The Yorkshire seamer produced some of his most impressive bowling yet at this level in an economical spell - which also included the crucial wicket of AB de Villiers - as England crushed South Africa by seven wickets in Port Elizabeth on Sunday.
It is a far cry from the mauling he and others took from Sri Lanka’s Sanath Jayasuriya and Upul Tharanga when he was first making his way into the England side three years ago.
Bresnan’s development has been rewarded with a central role in an England attack, led by James Anderson, which - apart from a hammering in a 112-defeat at Cape Town last week - has successfully limited a powerful South Africa line-up.
The upshot is an 2-1 lead with one match to play, at Kingsmead on Friday.
It is a situation which naturally delights the 24-year-old, who believes his personal development has been significant since that first taste of international cricket.
“I’ve changed a lot,” he said. “I’m more confident as a cricketer.
“Back then, I was like, ‘Should I be here? Do I deserve to be? Am I good enough?’
“Now I think ‘Yeah, damn right I am. I’ll show you what I’ve got and get you out - rather than just try to keep this on the island’.”
Bresnan, who made his first-class debut aged only 16, concedes it has been an elongated transition for him to feel equally at home as an England bowler as he soon did in county cricket.
“I’m relaxed and enjoying my cricket, and feeling good,” he reported. “That’s pretty much how I operate for Yorkshire.

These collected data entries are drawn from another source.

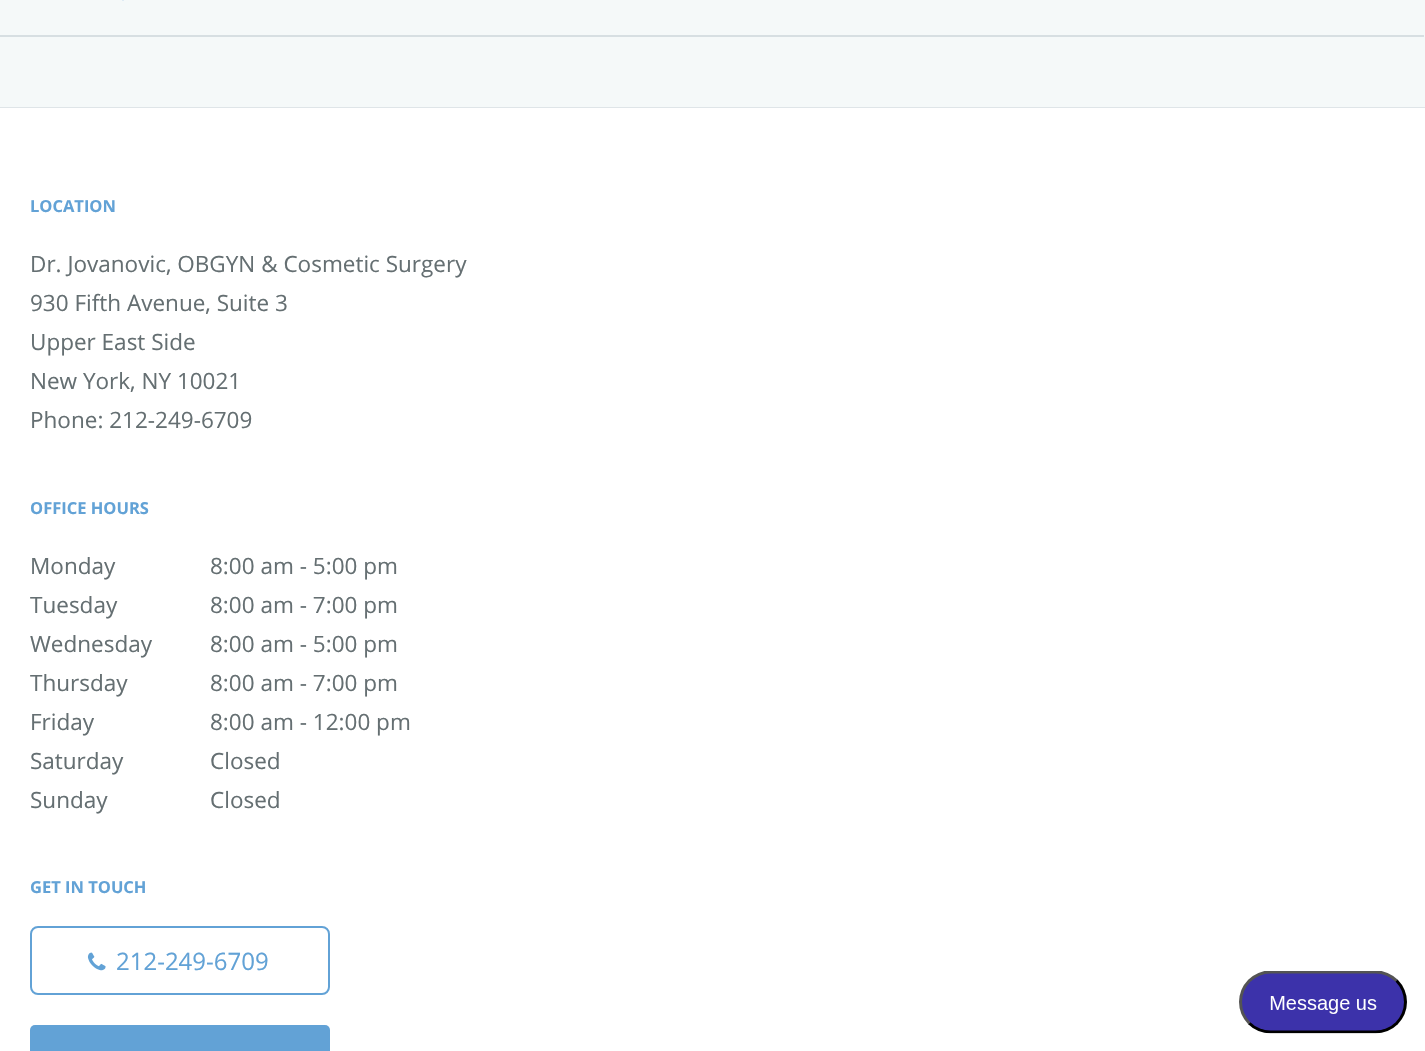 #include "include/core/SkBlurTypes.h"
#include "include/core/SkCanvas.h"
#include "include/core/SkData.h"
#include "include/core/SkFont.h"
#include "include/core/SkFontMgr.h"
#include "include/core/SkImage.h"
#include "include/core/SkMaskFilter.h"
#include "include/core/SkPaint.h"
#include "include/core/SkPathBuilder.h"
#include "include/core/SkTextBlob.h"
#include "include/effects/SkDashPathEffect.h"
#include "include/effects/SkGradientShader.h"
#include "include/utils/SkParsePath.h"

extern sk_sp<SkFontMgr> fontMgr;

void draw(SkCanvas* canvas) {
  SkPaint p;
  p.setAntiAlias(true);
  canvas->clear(SkColorSetRGB(245, 249, 249));
  p.setColor(SkColorSetRGB(223, 229, 232));
  canvas->drawRect(SkRect::MakeLTRB(0, 107, 1425, 108), p);
  p.setColor(SkColorSetRGB(215, 223, 226));
  canvas->drawRect(SkRect::MakeLTRB(0, 35, 1424, 37), p);
  p.setColor(SkColorSetRGB(223, 235, 244));
  canvas->drawRect(SkRect::MakeLTRB(122, 0, 124, 1), p);
  p.setColor(SK_ColorWHITE);
  canvas->drawRect(SkRect::MakeLTRB(0, 108, 1425, 1051), p);
  p.setStyle(SkPaint::kStroke_Style);
  p.setStrokeWidth(2);
  p.setColor(SkColorSetRGB(98, 162, 214));
  canvas->drawRoundRect(SkRect::MakeLTRB(31, 927, 329, 994), 7, 7, p);
  canvas->drawImageRect(SkImages::DeferredFromEncodedData(SkData::MakeFromFileName("images/1.png")), SkRect::MakeLTRB(87, 952, 106, 971), SkSamplingOptions());
  p.setStyle(SkPaint::kFill_Style);
  canvas->drawRoundRect(SkRect::MakeLTRB(30, 1025, 330, 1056), 5, 5, p);
  canvas->drawImageRect(SkImages::DeferredFromEncodedData(SkData::MakeFromFileName("images/2.png")), SkRect::MakeLTRB(1239, 971, 1407, 1034), SkSamplingOptions());
  SkFont font1(fontMgr->matchFamilyStyle("Open Sans", SkFontStyle::Bold()), 16.5f);
  font1.setSubpixel(true);
  canvas->drawString("LOCATION", 30, 212, font1, p);
  SkFont font2(fontMgr->matchFamilyStyle("Open Sans", SkFontStyle::Normal()), 22.5f);
  font2.setSubpixel(true);
  p.setColor(SkColorSetRGB(101, 111, 114));
  canvas->drawString("Dr. Jovanovic, OBGYN & Cosmetic Surgery", 30, 272, font2, p);
  canvas->drawString("930 Fifth Avenue, Suite 3", 30, 311, font2, p);
  canvas->drawString("Upper East Side", 30, 350, font2, p);
  canvas->drawString("New York, NY 10021", 30, 389, font2, p);
  canvas->drawString("Phone: 212-249-6709", 30, 428, font2, p);
  p.setColor(SkColorSetRGB(98, 162, 214));
  canvas->drawString("OFFICE HOURS", 30, 514, font1, p);
  p.setColor(SkColorSetRGB(101, 111, 114));
  canvas->drawString("Monday", 30, 574, font2, p);
  canvas->drawString("8:00 am - 5:00 pm", 210, 574, font2, p);
  canvas->drawString("Tuesday", 30, 613, font2, p);
  canvas->drawString("8:00 am - 7:00 pm", 210, 613, font2, p);
  canvas->drawString("Wednesday", 30, 652, font2, p);
  canvas->drawString("8:00 am - 5:00 pm", 210, 652, font2, p);
  canvas->drawString("Thursday", 30, 691, font2, p);
  canvas->drawString("8:00 am - 7:00 pm", 210, 691, font2, p);
  canvas->drawString("Friday", 30, 730, font2, p);
  canvas->drawString("8:00 am - 12:00 pm", 210, 730, font2, p);
  canvas->drawString("Saturday", 30, 769, font2, p);
  canvas->drawString("Closed", 210, 769, font2, p);
  canvas->drawString("Sunday", 30, 808, font2, p);
  canvas->drawString("Closed", 210, 808, font2, p);
  p.setColor(SkColorSetRGB(98, 162, 214));
  canvas->drawString("GET IN TOUCH", 30, 893, font1, p);
  SkFont font3(fontMgr->matchFamilyStyle("Open Sans", SkFontStyle::Normal()), 24);
  font3.setSubpixel(true);
  canvas->drawString("212-249-6709", 116, 970, font3, p);
} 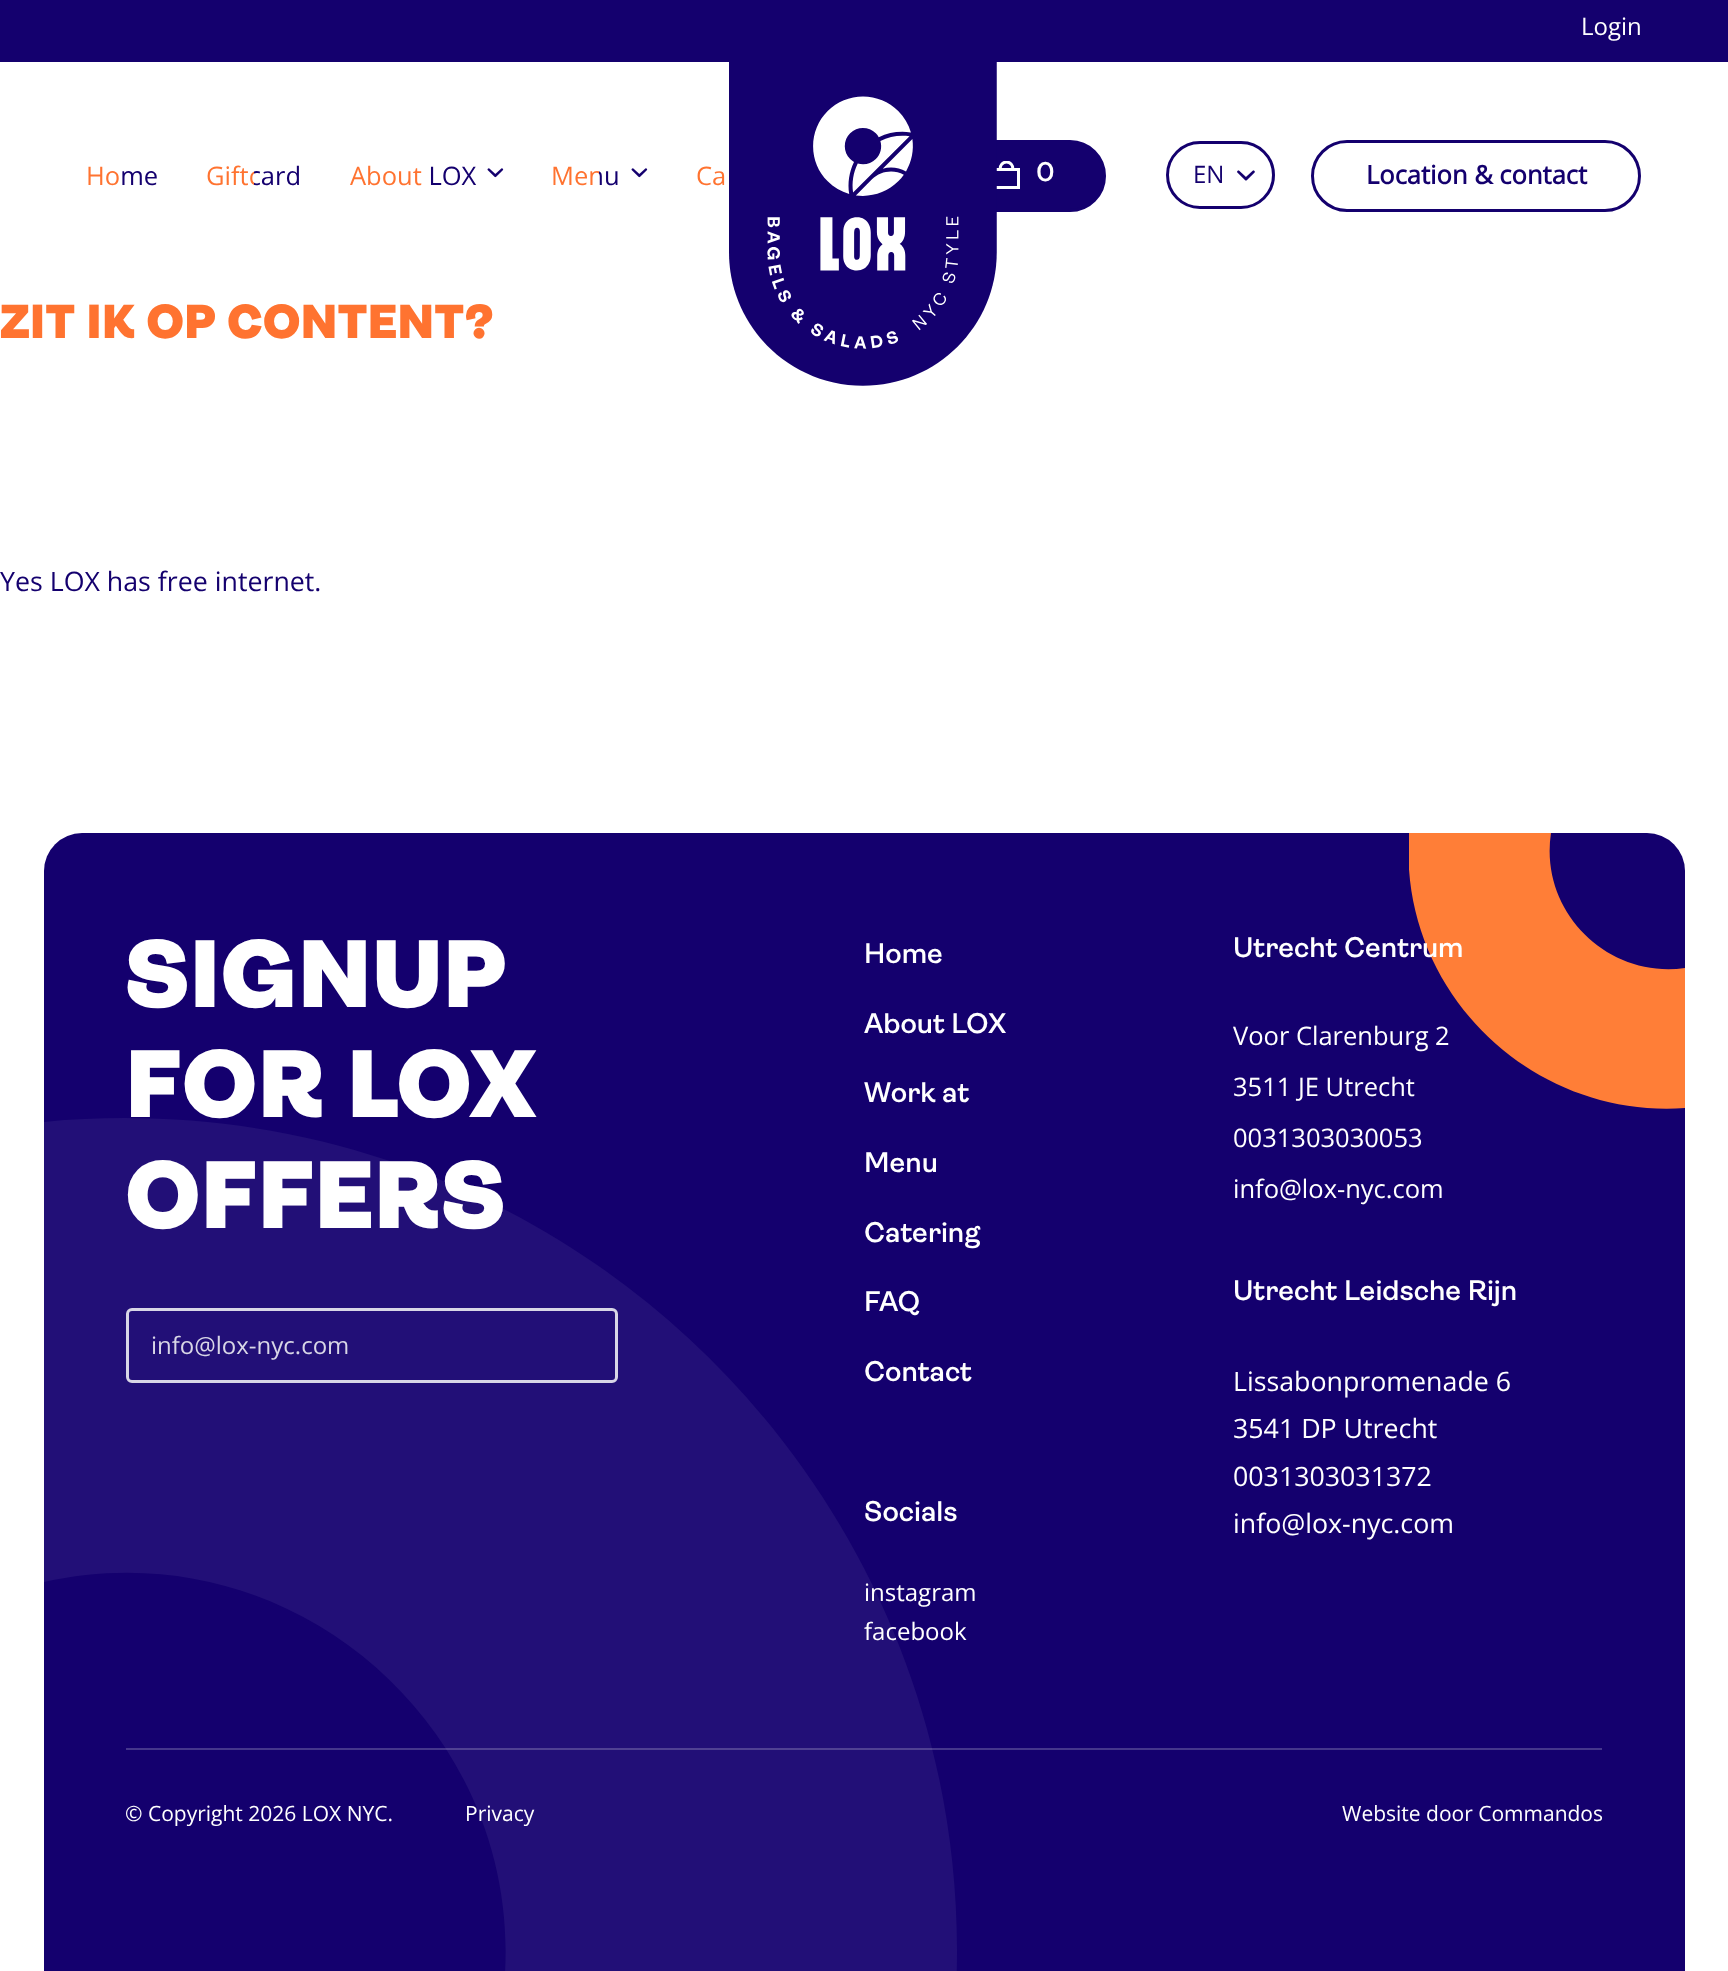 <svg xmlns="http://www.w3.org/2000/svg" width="1728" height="1971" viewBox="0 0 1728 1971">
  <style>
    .t1 { font: 24px Open Sans; fill: #fff; }
    .t2 { font: 25.5px Open Sans; fill: url(#g1); }
    .t3 { font: 25.5px Open Sans; fill: url(#g2); }
    .t4 { font: 25.5px Open Sans; fill: url(#g3); }
    .t5 { font: 25.5px Open Sans; fill: url(#g4); }
    .t6 { font: 25.5px Open Sans; fill: url(#g5); }
    .t7 { font: 600 27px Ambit; fill: #fff; }
    .t8 { font: 24px Open Sans; fill: #14006e; }
    .t9 { font: bold 25.5px Open Sans; fill: #14006e; }
    .t10 { font: 900 48px Ambit; fill: #ff7330; }
    .t11 { font: 26.75px Open Sans; fill: #14006e; }
    .t12 { font: 900 96px Ambit; fill: #fff; }
    .t13 { font: 24px Open Sans; fill: #d8d6e6; }
    .t14 { font: 600 28.5px Ambit; fill: #fff; }
    .t15 { font: 25.5px Open Sans; fill: #fff; }
    .t16 { font: 26.75px Open Sans; fill: #fff; }
    .t17 { font: 21px Open Sans; fill: #fff; }
  </style>
  <defs>
    <linearGradient id="g1" gradientUnits="userSpaceOnUse" x1="86" y1="175" x2="158" y2="175"><stop offset="0" stop-color="#ff7330"/><stop offset="0.5" stop-color="#ff7330"/><stop offset="0.5" stop-color="#14006e"/></linearGradient>
    <linearGradient id="g2" gradientUnits="userSpaceOnUse" x1="206" y1="175" x2="302" y2="175"><stop offset="0" stop-color="#ff7330"/><stop offset="0.5" stop-color="#ff7330"/><stop offset="0.5" stop-color="#14006e"/></linearGradient>
    <linearGradient id="g3" gradientUnits="userSpaceOnUse" x1="350" y1="175" x2="503" y2="175"><stop offset="0" stop-color="#ff7330"/><stop offset="0.5" stop-color="#ff7330"/><stop offset="0.5" stop-color="#14006e"/></linearGradient>
    <linearGradient id="g4" gradientUnits="userSpaceOnUse" x1="551" y1="175" x2="648" y2="175"><stop offset="0" stop-color="#ff7330"/><stop offset="0.5" stop-color="#ff7330"/><stop offset="0.5" stop-color="#14006e"/></linearGradient>
    <linearGradient id="g5" gradientUnits="userSpaceOnUse" x1="696" y1="175" x2="796" y2="175"><stop offset="0" stop-color="#ff7330"/><stop offset="0.5" stop-color="#ff7330"/><stop offset="0.5" stop-color="#14006e"/></linearGradient>
    <clipPath id="clip1"><rect x="993" y="161" width="27" height="28"/></clipPath>
    <clipPath id="clip2"><rect x="1409" y="591" width="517" height="519"/></clipPath>
  </defs>
  <rect width="100%" height="100%" fill="#fff"/>
  <rect x="0" y="0" width="1728" height="62" fill="#14006e"/>
  <text x="1581" y="35" class="t1">Login</text>
  <text x="86" y="185" class="t2">Home</text>
  <text x="206" y="185" class="t3">Giftcard</text>
  <text x="350" y="185" class="t4">About LOX</text>
  <image x="487" y="168" width="17" height="10" href="images/1.png"/>
  <text x="551" y="185" class="t5">Menu</text>
  <image x="631" y="168" width="17" height="10" href="images/1.png"/>
  <text x="696" y="185" class="t6">Ca</text>
  <rect x="951.5" y="141.5" width="153" height="69" rx="34.5" fill="#14006e" stroke="#14006e" stroke-width="3"/>
  <g clip-path="url(#clip1)">
    <path d="M1006.5 162C1010.5 162 1013.5 166 1012.5 169.5H1018.5V187.5H994.5V169.5H1000.5C999.5 166 1002.5 162 1006.5 162ZM997.5 169.5H1017" fill="none" stroke="#fff" stroke-width="3"/>
  </g>
  <image x="729" y="62" width="268" height="324" href="images/2.png"/>
  <text x="1036" y="181" class="t7">0</text>
  <image x="1237" y="170" width="18" height="11" href="images/3.png"/>
  <rect x="1167.5" y="142.5" width="106" height="65" rx="32.5" fill="none" stroke="#14006e" stroke-width="3"/>
  <text x="1193" y="183" class="t8">EN</text>
  <rect x="1312.5" y="141.5" width="327" height="69" rx="34.5" fill="none" stroke="#14006e" stroke-width="3"/>
  <text x="1366" y="184" class="t9">Location &amp; contact</text>
  <text x="0" y="338" class="t10">ZIT IK OP CONTENT?</text>
  <text x="0" y="591" class="t11">Yes LOX has free internet.</text>
  <rect x="44" y="833" width="1641" height="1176" rx="38" fill="#14006e"/>
  <text x="125" y="1007" class="t12">SIGNUP</text>
  <path d="M125 1118C98 1118 71 1119 44 1122V1582C308 1523 549 1755 499 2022H954C995 1537 614 1118 125 1118Z" fill="#220f77"/>
  <text x="125" y="1117" class="t12">FOR LOX</text>
  <text x="125" y="1228" class="t12">OFFERS</text>
  <rect x="127.5" y="1309.5" width="489" height="72" rx="4.5" fill="none" stroke="#d8d6e6" stroke-width="3"/>
  <text x="151" y="1354" class="t13">info@lox-nyc.com</text>
  <text x="864" y="963" class="t14">Home</text>
  <text x="864" y="1033" class="t14">About LOX</text>
  <text x="864" y="1102" class="t14">Work at</text>
  <text x="864" y="1172" class="t14">Menu</text>
  <text x="864" y="1242" class="t14">Catering</text>
  <text x="864" y="1311" class="t14">FAQ</text>
  <text x="864" y="1381" class="t14">Contact</text>
  <text x="864" y="1521" class="t14">Socials</text>
  <text x="864" y="1601" class="t1">instagram</text>
  <text x="864" y="1640" class="t1">facebook</text>
  <g clip-path="url(#clip2)">
    <path d="M1685 1108C1529 1119 1398 989 1409 833H1551C1539 911 1607 979 1685 968Z" fill="#ff7e37"/>
  </g>
  <text x="1233" y="957" class="t14">Utrecht Centrum</text>
  <text x="1233" y="1045" class="t15">Voor Clarenburg 2</text>
  <text x="1233" y="1096" class="t15">3511 JE Utrecht</text>
  <text x="1233" y="1147" class="t15">0031303030053</text>
  <text x="1233" y="1198" class="t15">info@lox-nyc.com</text>
  <text x="1233" y="1300" class="t14">Utrecht Leidsche Rijn</text>
  <text x="1233" y="1391" class="t16">Lissabonpromenade 6</text>
  <text x="1233" y="1438" class="t16">3541 DP Utrecht</text>
  <text x="1233" y="1486" class="t16">0031303031372</text>
  <text x="1233" y="1533" class="t16">info@lox-nyc.com</text>
  <rect x="126" y="1748" width="1476" height="2" fill="#ffffff36"/>
  <text x="125" y="1821" class="t17">© Copyright 2026 LOX NYC.</text>
  <text x="465" y="1821" class="t17">Privacy</text>
  <text x="1342" y="1821" class="t17">Website door Commandos</text>
</svg>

It’s just taken me a while to transfer that into an England shirt.
“There’s a little bit more pressure obviously, and about 20,000 more people (in the crowd) as well.
“But you’ve just got to put all that aside and concentrate on what you’ve got to do.”
One of Bresnan’s most pressing personal tasks now is to ensure he avoids any pigeon-holing as a limited-overs specialist.
He currently has just two Test caps to 21 in the limited-overs and Twenty20 formats, and is not in the squad for the four-match series against South Africa starting later this month.
“I’m a little bit disappointed,” Bresnan admits, having not played a Test since England beat West Indies at the Riverside in May. “I don’t label myself as just a one-day cricketer.
“I want to be in the Test team - it’s the height of cricket, as far up as you can go. But I’ve just got to work my way into that.”
Discussion of Bresnan's all-round role inevitably invites comparisons with Andrew Flintoff, who retired from Test cricket this summer but remains keen to play one-day and Twenty20 internationals.
While Bresnan admits he would relish the opportunity to bat higher up the order, he is content for the moment to serve his apprenticeship in the lower middle order.
"I'm happy where I am at the moment - bowling like I am and batting at eight," he said.
"If they want to shove me higher up in the order, I wouldn't disagree with that. I'd love to get a few more overs with the bat in my hand.
"I'd like a crack at it. I'm looking forward to getting that chance - and when I do I hope I don't let myself down, and I show what I can do."